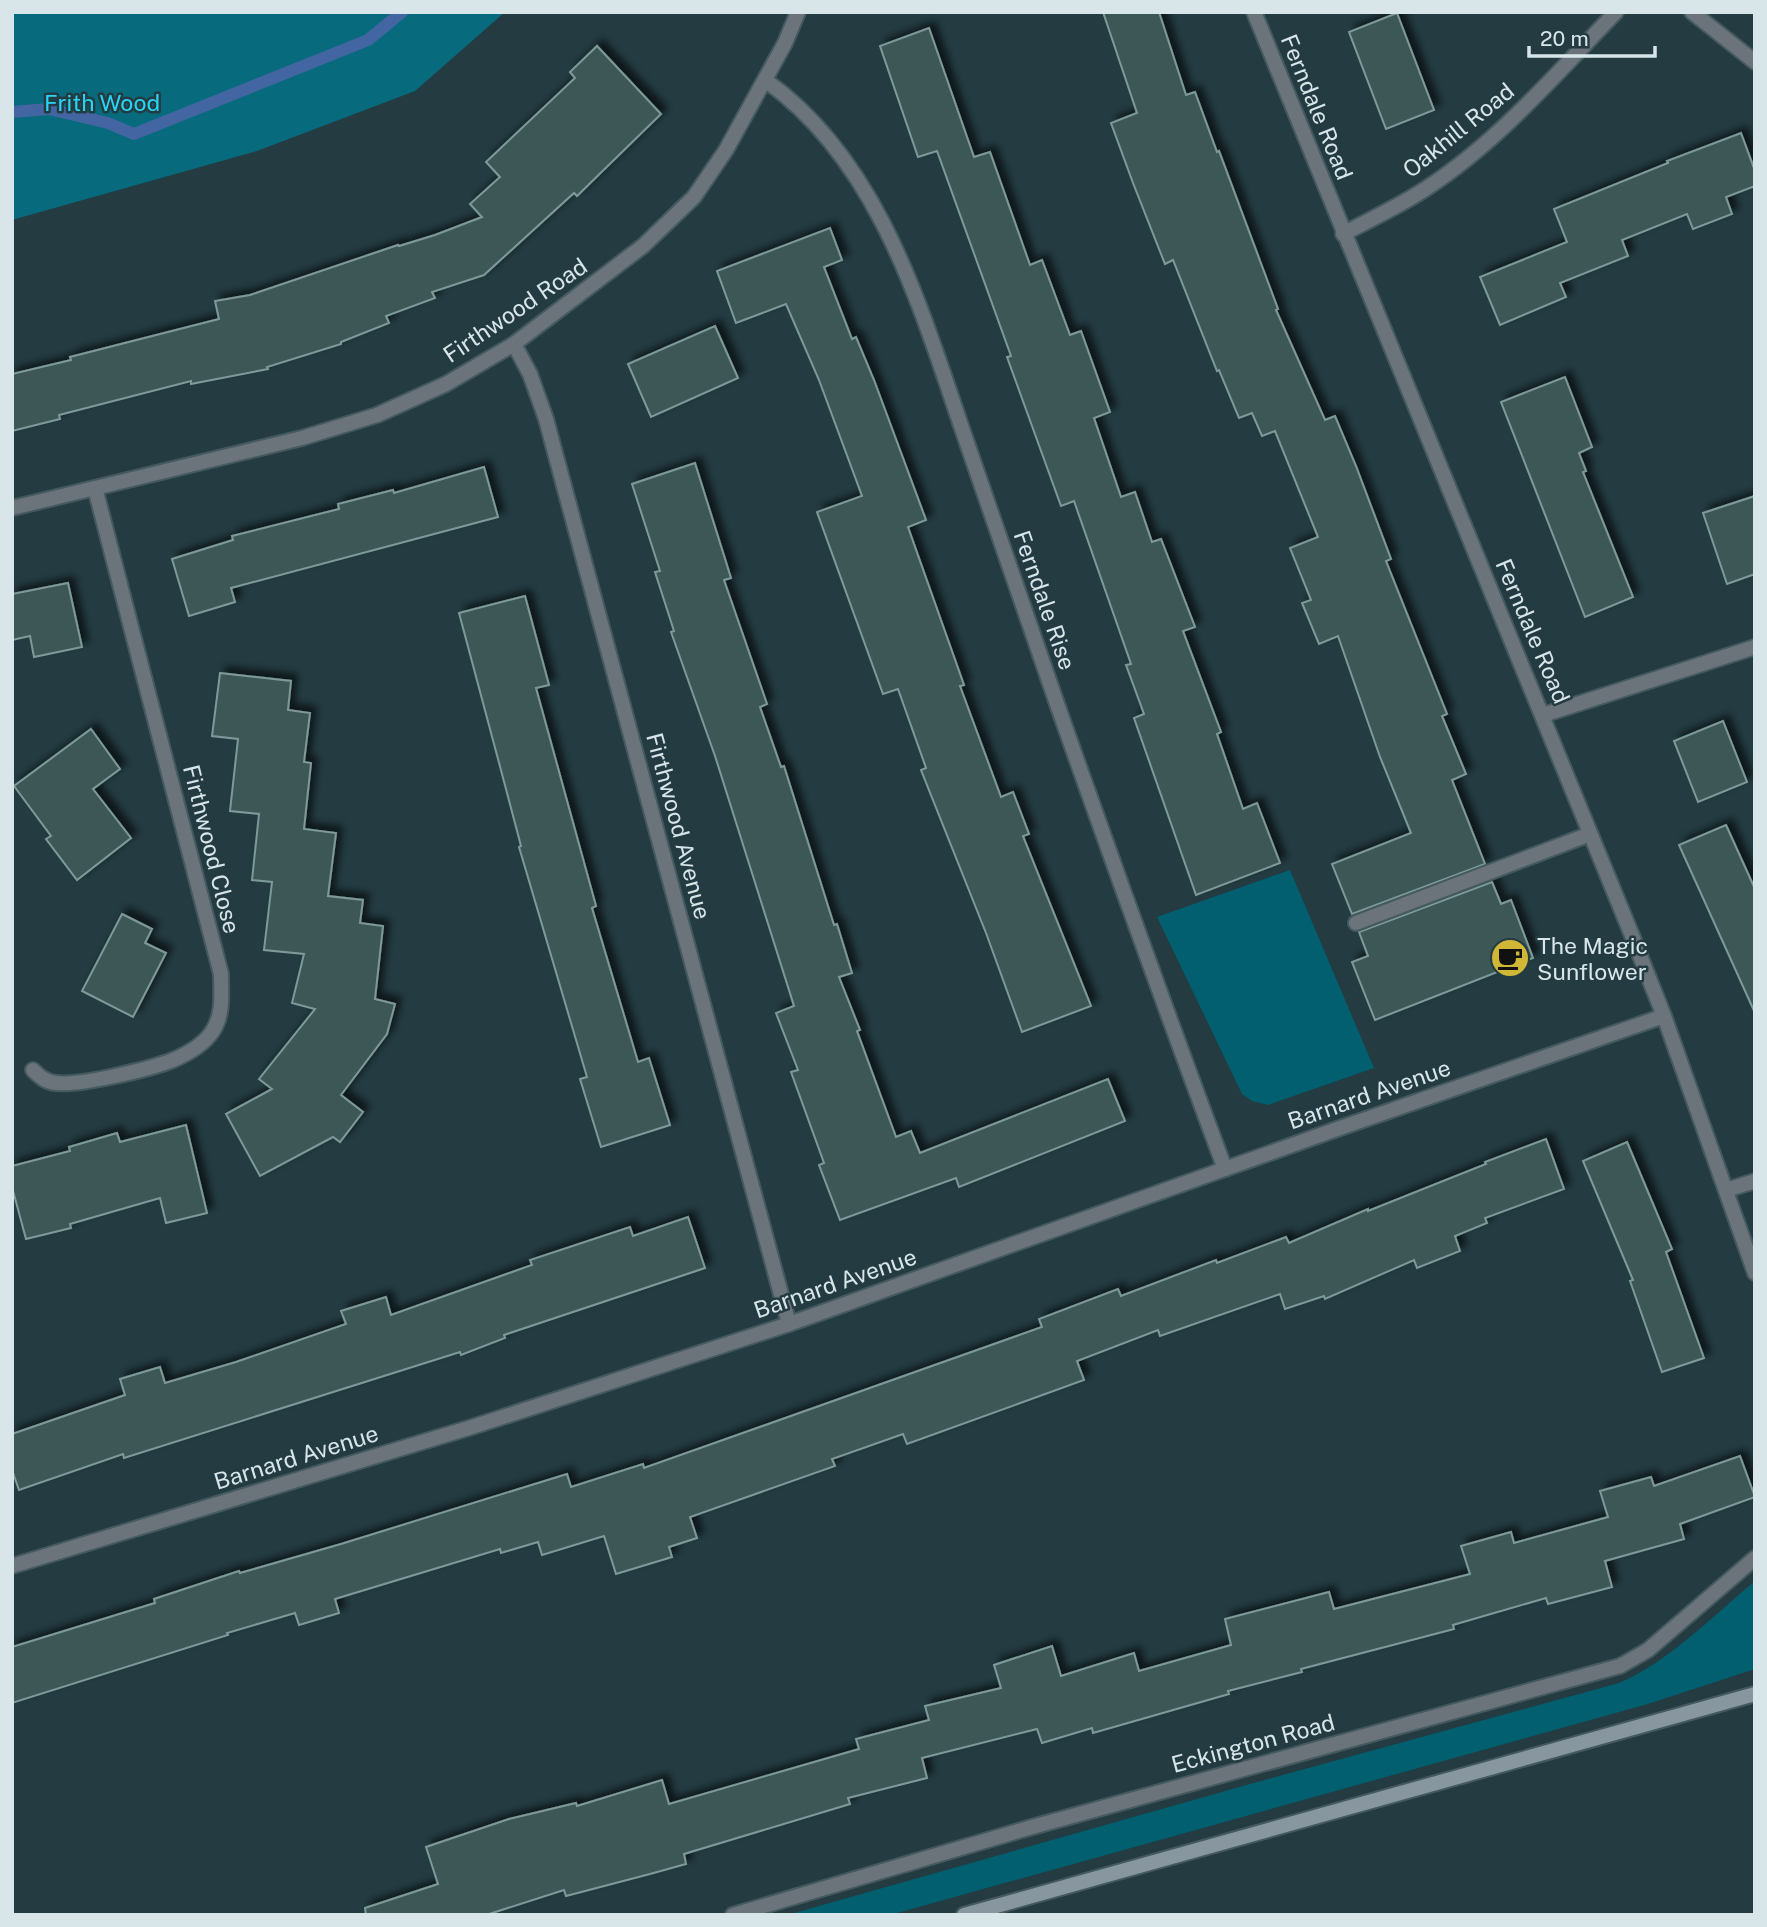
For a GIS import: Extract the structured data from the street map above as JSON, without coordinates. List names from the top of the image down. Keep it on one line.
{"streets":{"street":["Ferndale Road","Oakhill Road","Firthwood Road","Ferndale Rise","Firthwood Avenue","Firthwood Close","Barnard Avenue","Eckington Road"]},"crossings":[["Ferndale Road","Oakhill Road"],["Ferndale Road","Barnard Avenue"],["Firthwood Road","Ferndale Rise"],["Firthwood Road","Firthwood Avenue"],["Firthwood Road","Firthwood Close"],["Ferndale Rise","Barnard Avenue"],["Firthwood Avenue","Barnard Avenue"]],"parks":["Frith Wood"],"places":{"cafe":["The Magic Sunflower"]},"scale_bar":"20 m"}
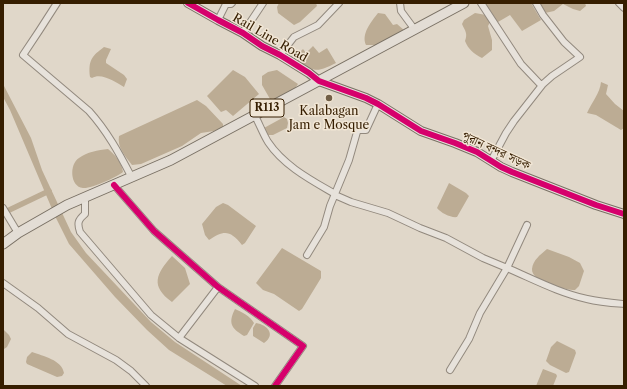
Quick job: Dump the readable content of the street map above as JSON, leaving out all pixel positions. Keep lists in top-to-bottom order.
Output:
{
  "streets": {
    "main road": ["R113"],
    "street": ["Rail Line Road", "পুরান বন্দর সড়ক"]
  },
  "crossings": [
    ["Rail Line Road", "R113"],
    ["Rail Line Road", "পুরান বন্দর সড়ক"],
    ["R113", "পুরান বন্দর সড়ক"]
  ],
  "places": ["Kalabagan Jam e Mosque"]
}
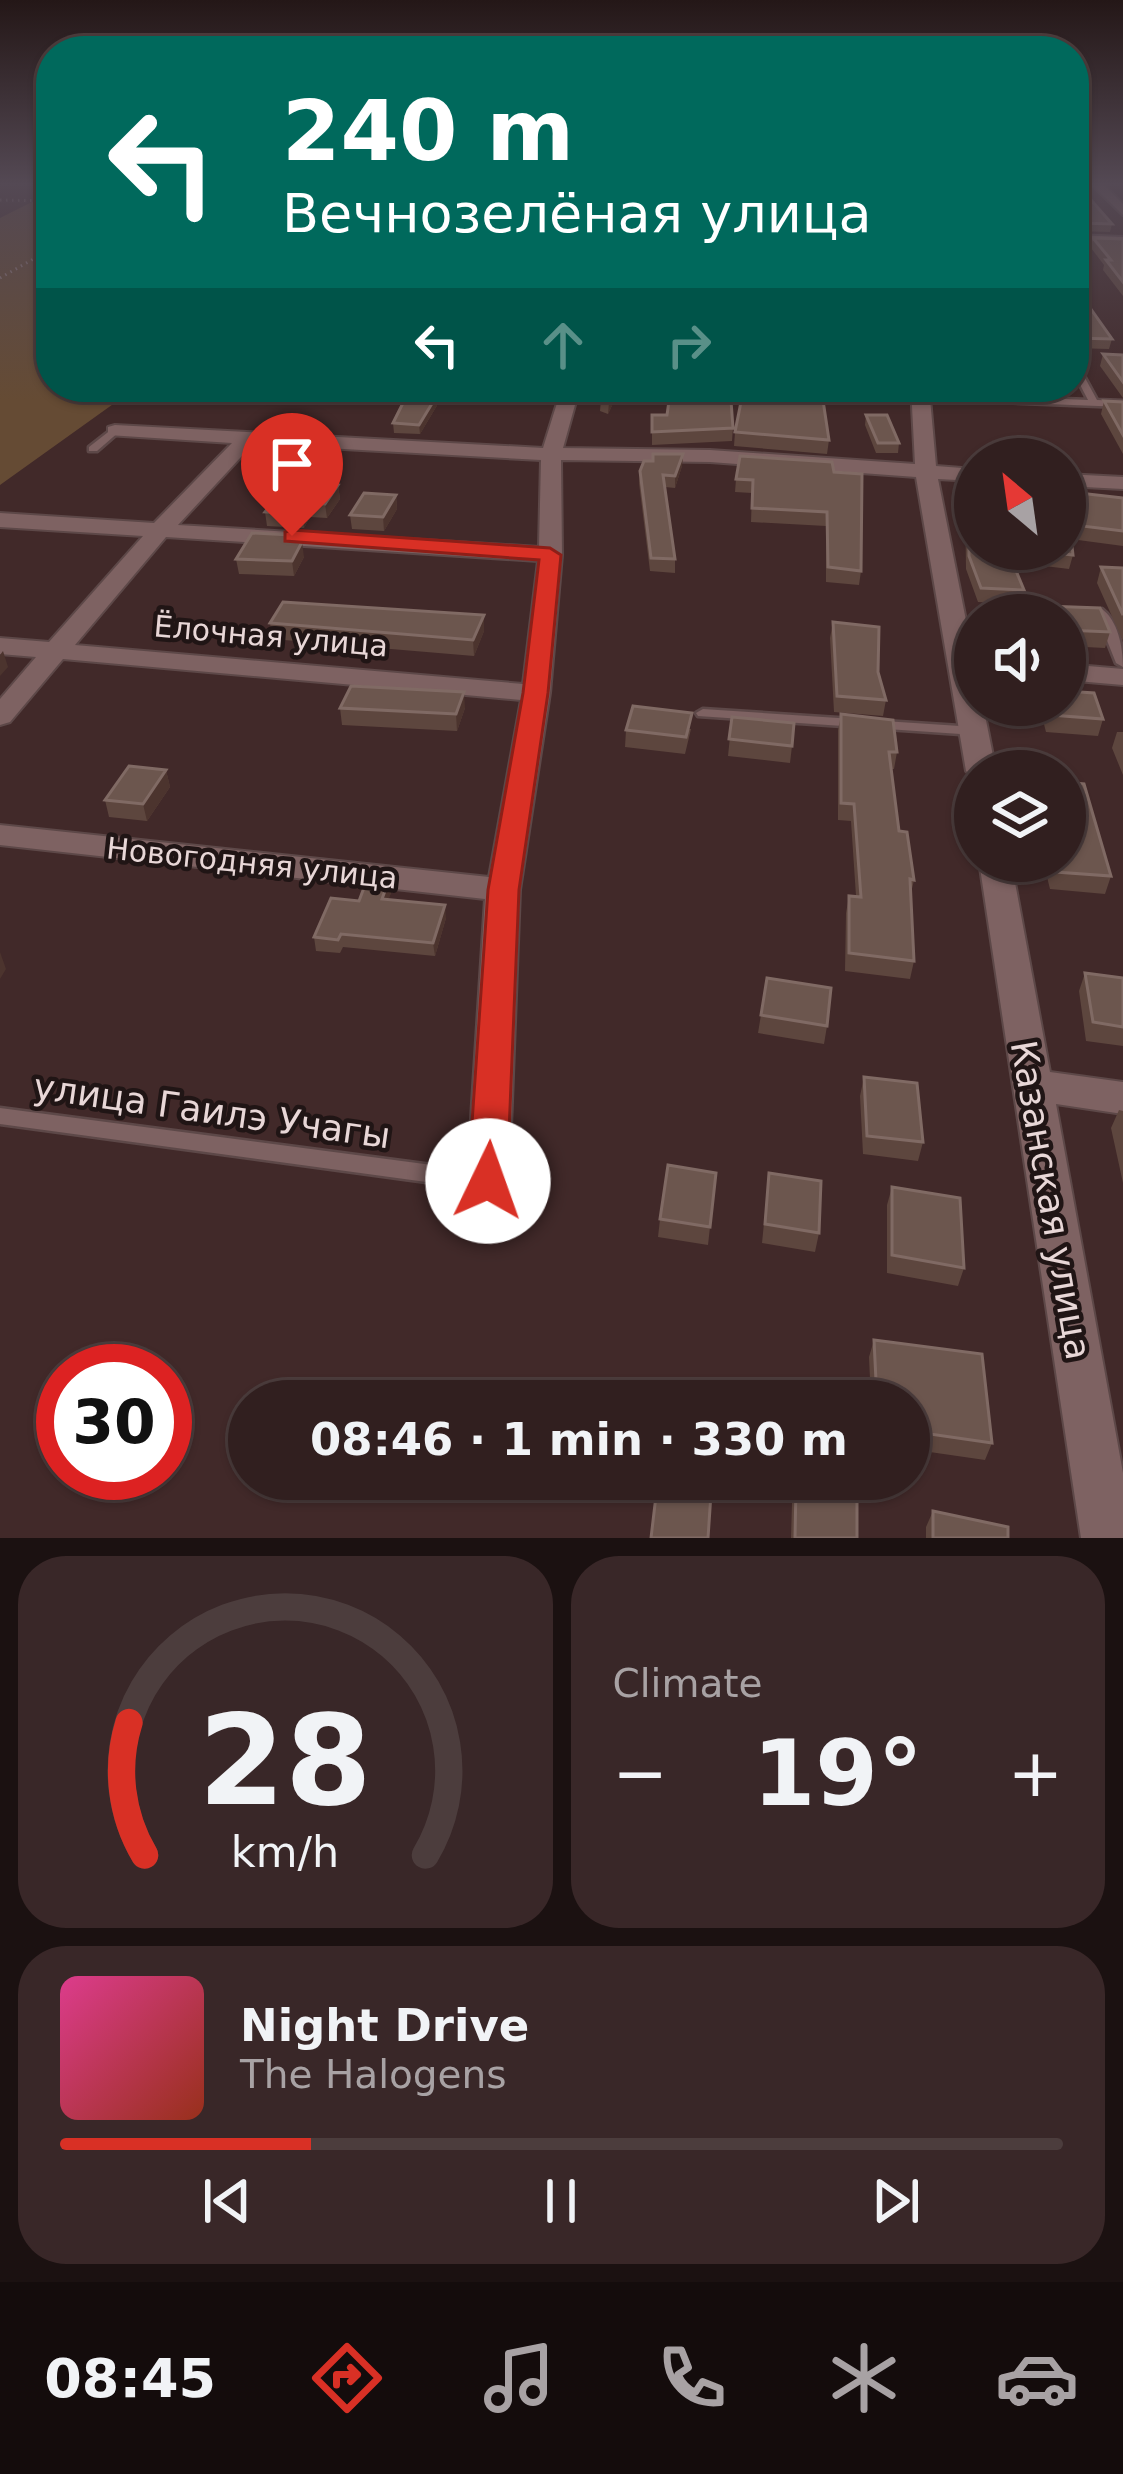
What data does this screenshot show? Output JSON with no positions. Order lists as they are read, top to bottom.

▶ **Description of the task**
Where a line of the material above holds the string "bottom", copy that line.

▶ **Answer to this task**
Quick job: Dump the readable content of the street map above as JSON, leaving out all pixel positions. Keep lists in top-to-bottom order.
What data does this screenshot show? Output JSON with no positions. Order lists as they are read, top to bottom.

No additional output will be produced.